Collected data:
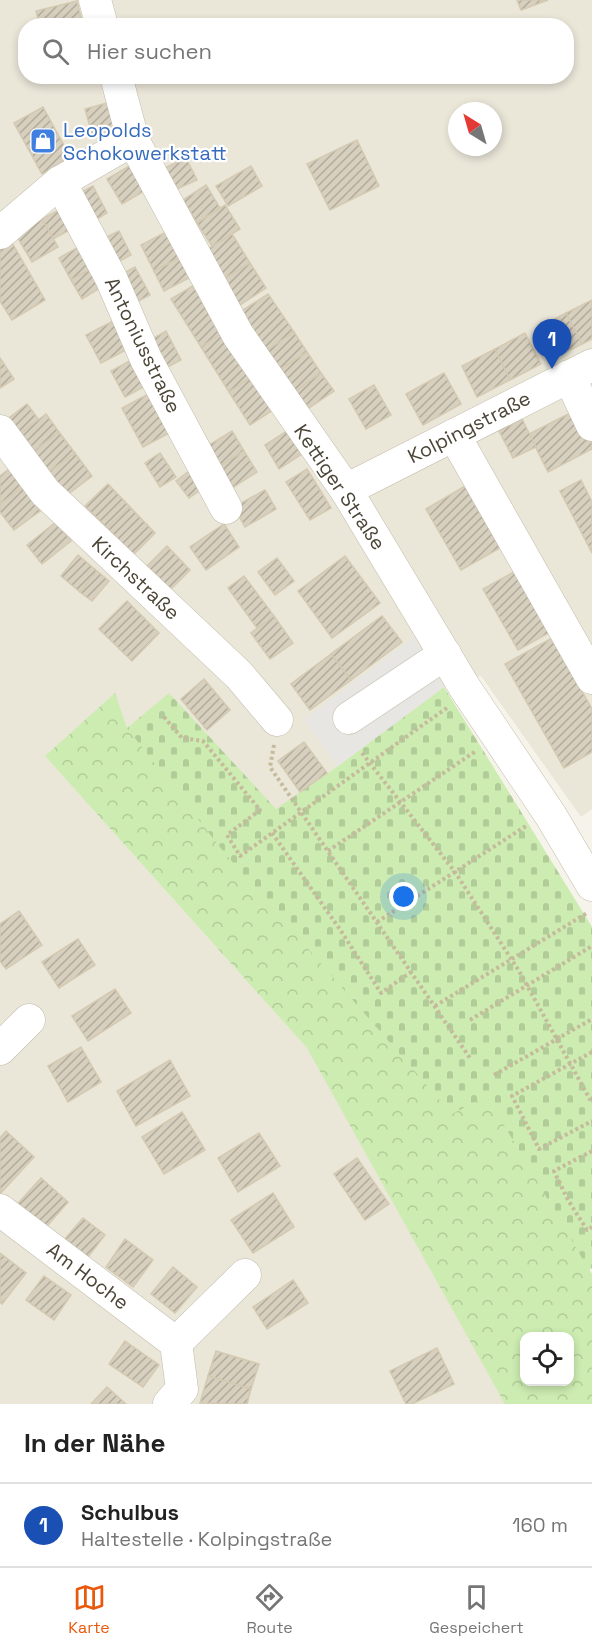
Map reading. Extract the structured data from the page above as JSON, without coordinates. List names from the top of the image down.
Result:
{
  "streets": {
    "street": [
      "Antoniusstraße",
      "Kolpingstraße",
      "Kettiger Straße",
      "Kirchstraße",
      "Am Hoche"
    ]
  },
  "crossings": [
    ["Kolpingstraße", "Kettiger Straße"]
  ],
  "places": {
    "shop": ["Leopolds Schokowerkstatt"]
  },
  "north": "top left",
  "page": {
    "search": "Hier suchen",
    "pins": "1",
    "heading": "In der Nähe",
    "list": [
      {
        "mark": "1",
        "name": "Schulbus",
        "note": "Haltestelle · Kolpingstraße",
        "value": "160 m"
      }
    ],
    "nav": ["Karte", "Route", "Gespeichert"]
  }
}
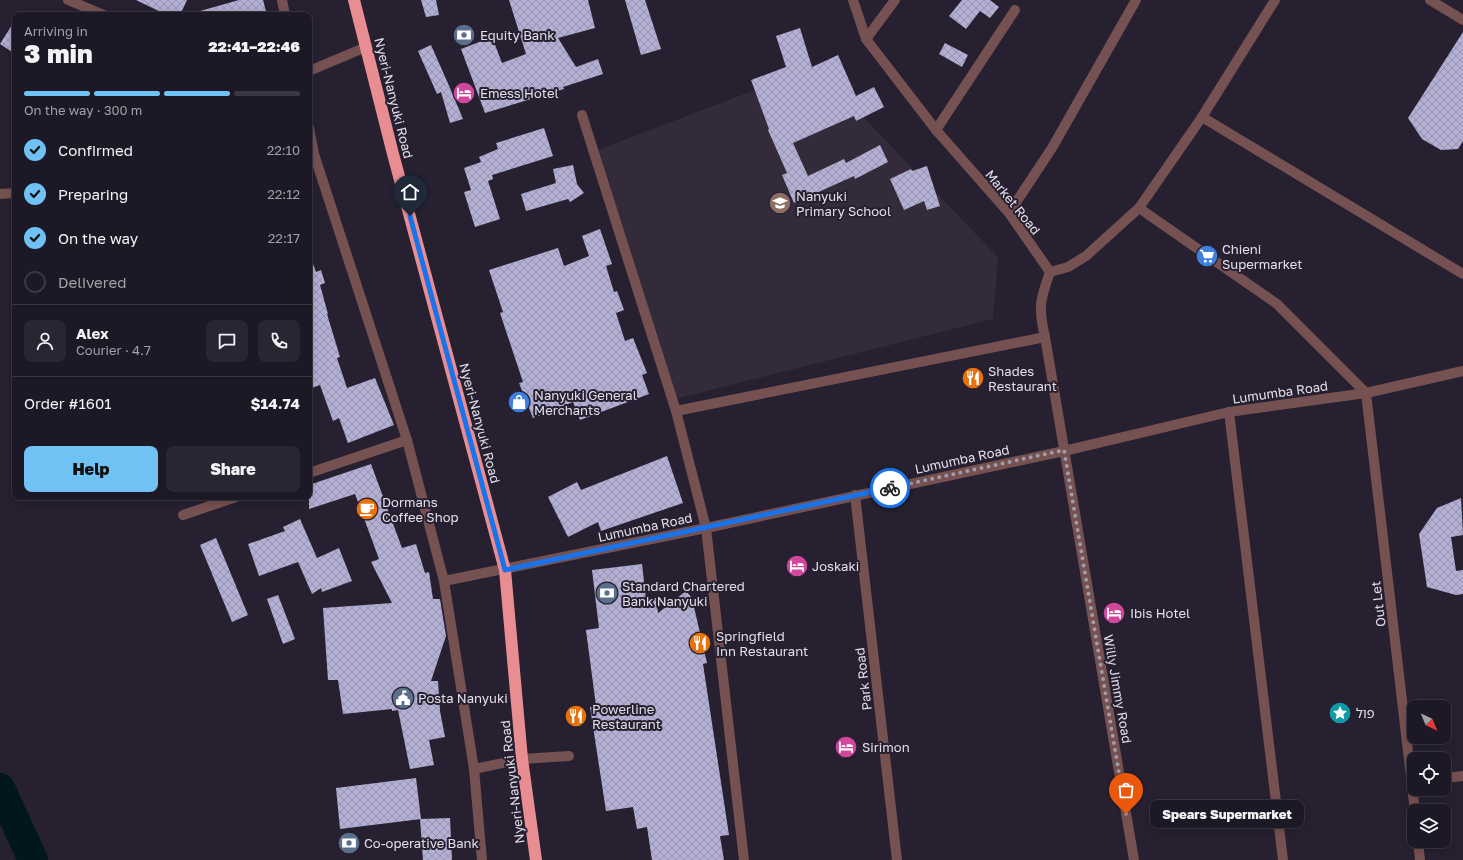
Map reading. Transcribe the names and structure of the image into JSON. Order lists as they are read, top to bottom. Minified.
{"streets":{"highway":["Nyeri-Nanyuki Road"],"street":["Market Road","Lumumba Road","Out Let","Park Road","Willy Jimmy Road"]},"crossings":[["Nyeri-Nanyuki Road","Lumumba Road"],["Lumumba Road","Out Let"],["Lumumba Road","Park Road"],["Lumumba Road","Willy Jimmy Road"]],"places":{"bank":["Equity Bank","Standard Chartered Bank Nanyuki","Co-operative Bank"],"hotel":["Emess Hotel","Joskaki","Ibis Hotel","Sirimon"],"school or university":["Nanyuki Primary School"],"supermarket":["Chieni Supermarket"],"restaurant":["Shades Restaurant","Springfield Inn Restaurant","Powerline Restaurant"],"shop":["Nanyuki General Merchants"],"cafe":["Dormans Coffee Shop"],"public building":["Posta Nanyuki"],"place":["פול"],"other":["Spears Supermarket"]},"north":"bottom right","page":{"heading":["3 min","Arriving in","22:41–22:46"],"panel":["Alex","Courier · 4.7","Order #1601","$14.74"],"bar":"On the way · 300 m","list":[["Confirmed","22:10"],["Preparing","22:12"],["On the way","22:17"],"Delivered"],"buttons":["Help","Share"],"bubble":"Spears Supermarket"}}
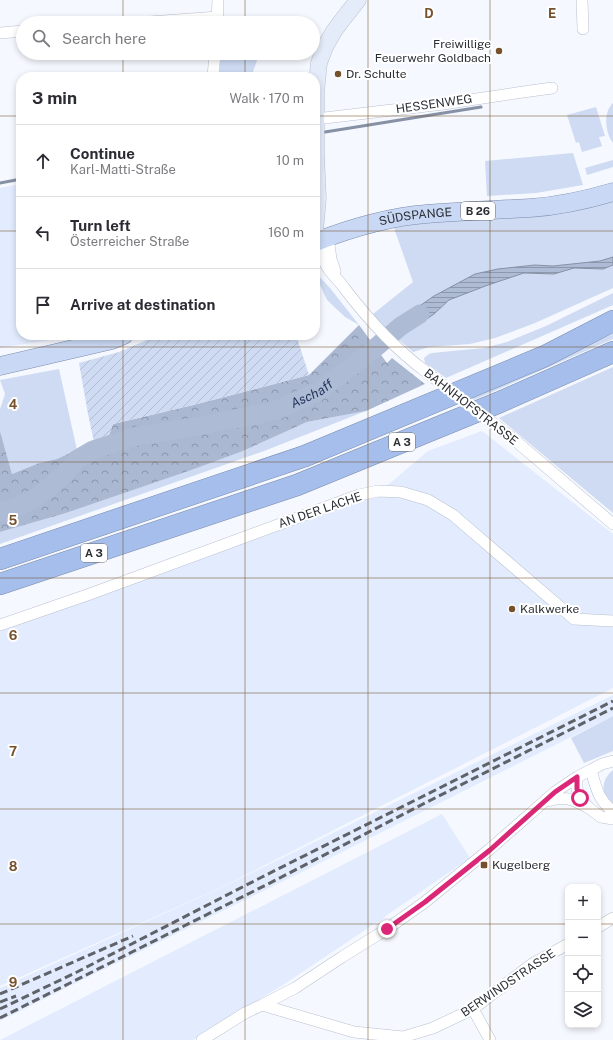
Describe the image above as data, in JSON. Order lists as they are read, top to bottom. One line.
{"streets":{"highway":["A 3"],"main road":["B 26","SÜDSPANGE"],"street":["HESSENWEG","BAHNHOFSTRASSE","AN DER LACHE","BERWINDSTRASSE"]},"crossings":[["SÜDSPANGE","BAHNHOFSTRASSE"]],"water":["Aschaff"],"places":{"other":["Freiwillige Feuerwehr Goldbach","Dr. Schulte","Kalkwerke"],"transit":["Kugelberg"]},"page":{"search":"Search here","heading":["3 min","Walk · 170 m"],"list":[["Continue","Karl-Matti-Straße","10 m"],["Turn left","Österreicher Straße","160 m"],"Arrive at destination"],"map_buttons":["+","−"]},"grid":{"columns":["D","E"],"rows":["4","5","6","7","8","9"]}}
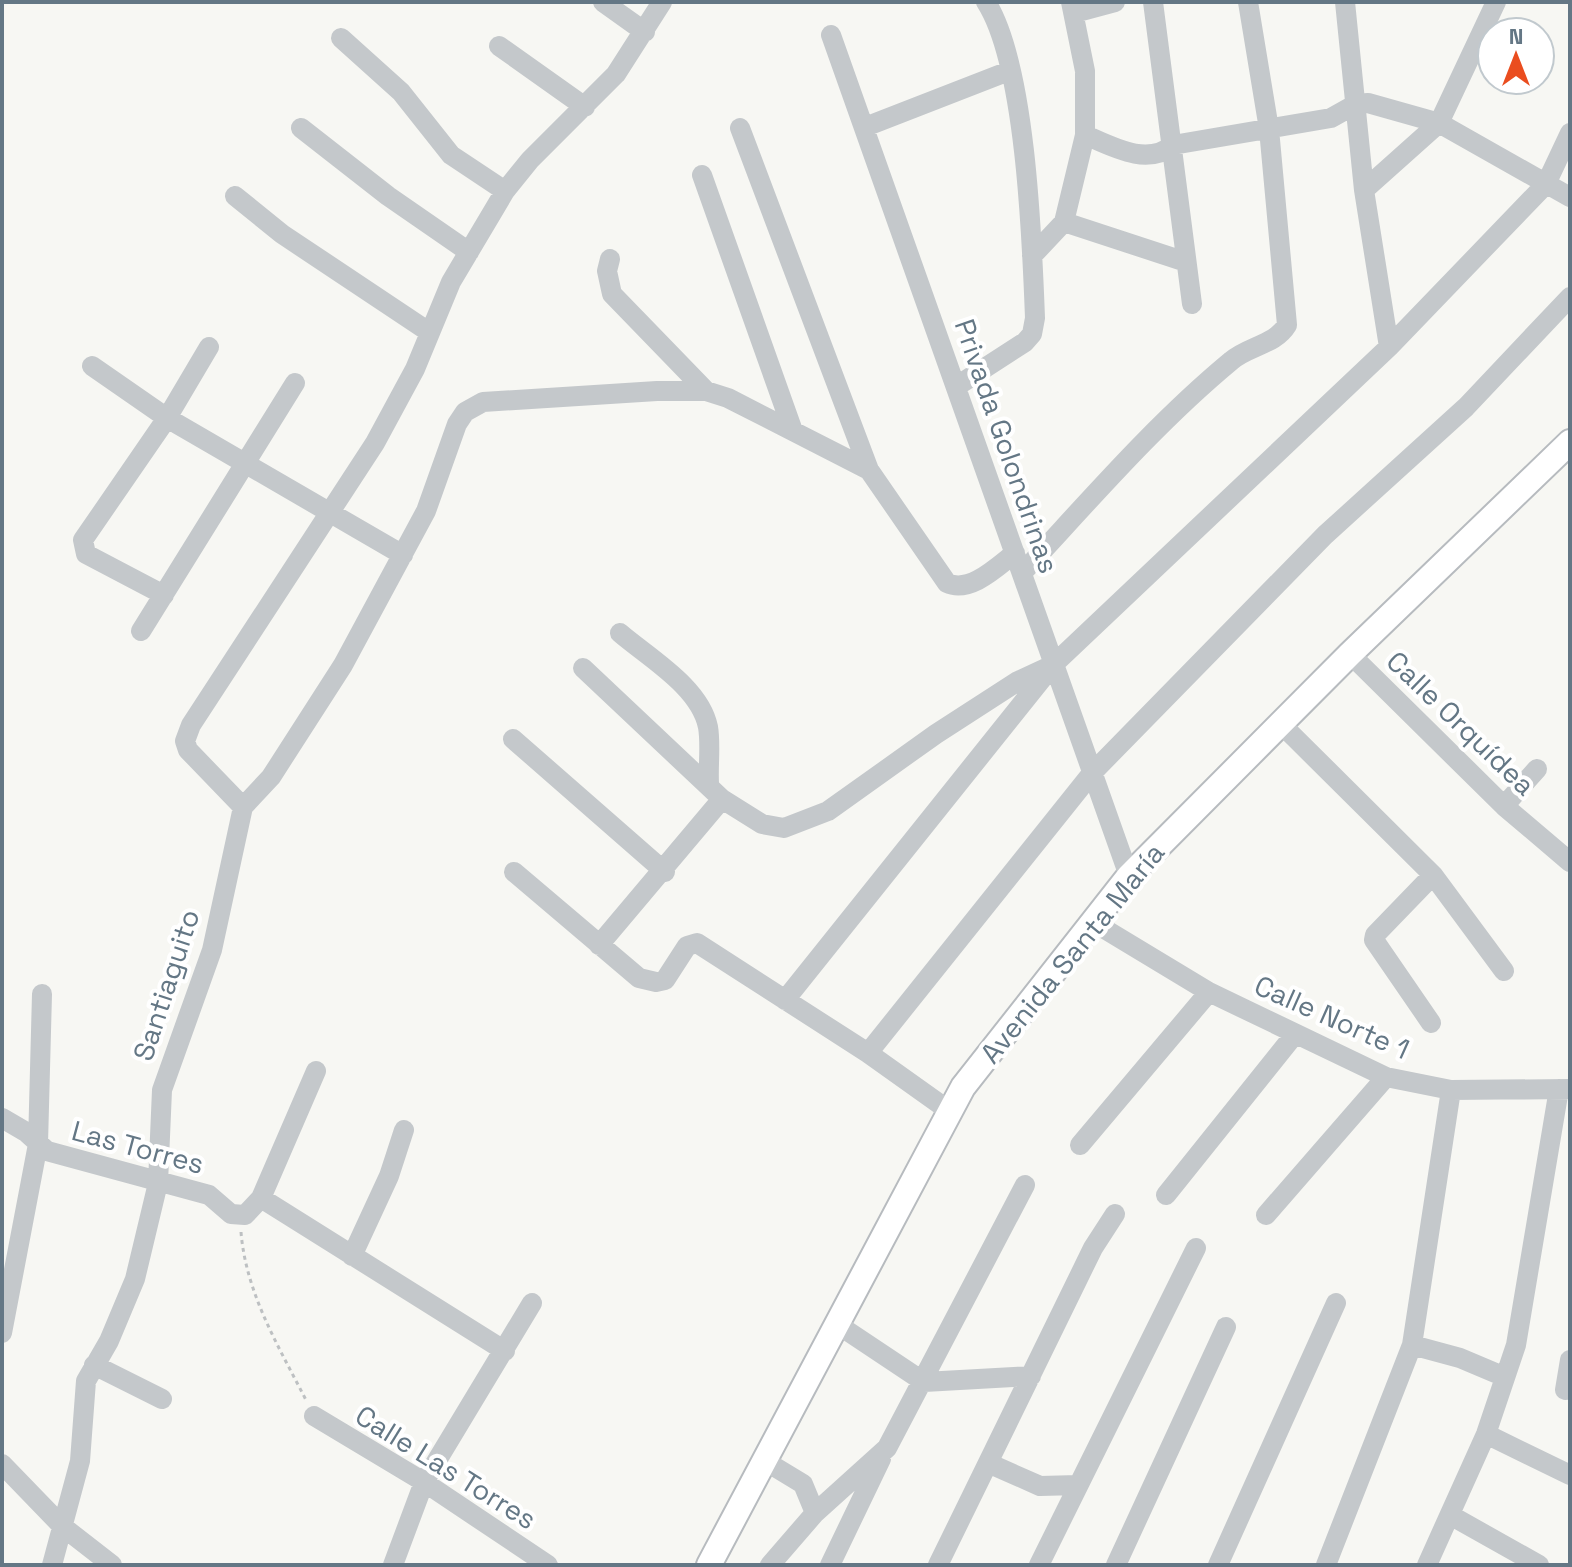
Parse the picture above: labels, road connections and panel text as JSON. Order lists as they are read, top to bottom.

EXERCISE DIRECTIONS:
Copy every line of the data word for word, omitting the images.

TASK RESPONSE:
Map reading. Extract the structured data from the page above as JSON, without coordinates. List names from the top of the image down.
Result:
{
  "streets": {
    "street": [
      "Antoniusstraße",
      "Kolpingstraße",
      "Kettiger Straße",
      "Kirchstraße",
      "Am Hoche"
    ]
  },
  "crossings": [
    ["Kolpingstraße", "Kettiger Straße"]
  ],
  "places": {
    "shop": ["Leopolds Schokowerkstatt"]
  },
  "north": "top left",
  "page": {
    "search": "Hier suchen",
    "pins": "1",
    "heading": "In der Nähe",
    "list": [
      {
        "mark": "1",
        "name": "Schulbus",
        "note": "Haltestelle · Kolpingstraße",
        "value": "160 m"
      }
    ],
    "nav": ["Karte", "Route", "Gespeichert"]
  }
}
Map reading. Transcribe the names and structure of the image into JSON. Order lists as they are read, top to bottom. Minified.
{"streets":{"highway":["Nyeri-Nanyuki Road"],"street":["Market Road","Lumumba Road","Out Let","Park Road","Willy Jimmy Road"]},"crossings":[["Nyeri-Nanyuki Road","Lumumba Road"],["Lumumba Road","Out Let"],["Lumumba Road","Park Road"],["Lumumba Road","Willy Jimmy Road"]],"places":{"bank":["Equity Bank","Standard Chartered Bank Nanyuki","Co-operative Bank"],"hotel":["Emess Hotel","Joskaki","Ibis Hotel","Sirimon"],"school or university":["Nanyuki Primary School"],"supermarket":["Chieni Supermarket"],"restaurant":["Shades Restaurant","Springfield Inn Restaurant","Powerline Restaurant"],"shop":["Nanyuki General Merchants"],"cafe":["Dormans Coffee Shop"],"public building":["Posta Nanyuki"],"place":["פול"],"other":["Spears Supermarket"]},"north":"bottom right","page":{"heading":["3 min","Arriving in","22:41–22:46"],"panel":["Alex","Courier · 4.7","Order #1601","$14.74"],"bar":"On the way · 300 m","list":[["Confirmed","22:10"],["Preparing","22:12"],["On the way","22:17"],"Delivered"],"buttons":["Help","Share"],"bubble":"Spears Supermarket"}}
Describe the image above as data, in JSON. Order lists as they are read, top to bottom. One line.
{"streets":{"highway":["A 3"],"main road":["B 26","SÜDSPANGE"],"street":["HESSENWEG","BAHNHOFSTRASSE","AN DER LACHE","BERWINDSTRASSE"]},"crossings":[["SÜDSPANGE","BAHNHOFSTRASSE"]],"water":["Aschaff"],"places":{"other":["Freiwillige Feuerwehr Goldbach","Dr. Schulte","Kalkwerke"],"transit":["Kugelberg"]},"page":{"search":"Search here","heading":["3 min","Walk · 170 m"],"list":[["Continue","Karl-Matti-Straße","10 m"],["Turn left","Österreicher Straße","160 m"],"Arrive at destination"],"map_buttons":["+","−"]},"grid":{"columns":["D","E"],"rows":["4","5","6","7","8","9"]}}
Parse the picture above: labels, road connections and panel text as JSON. Order lists as they are read, top to bottom.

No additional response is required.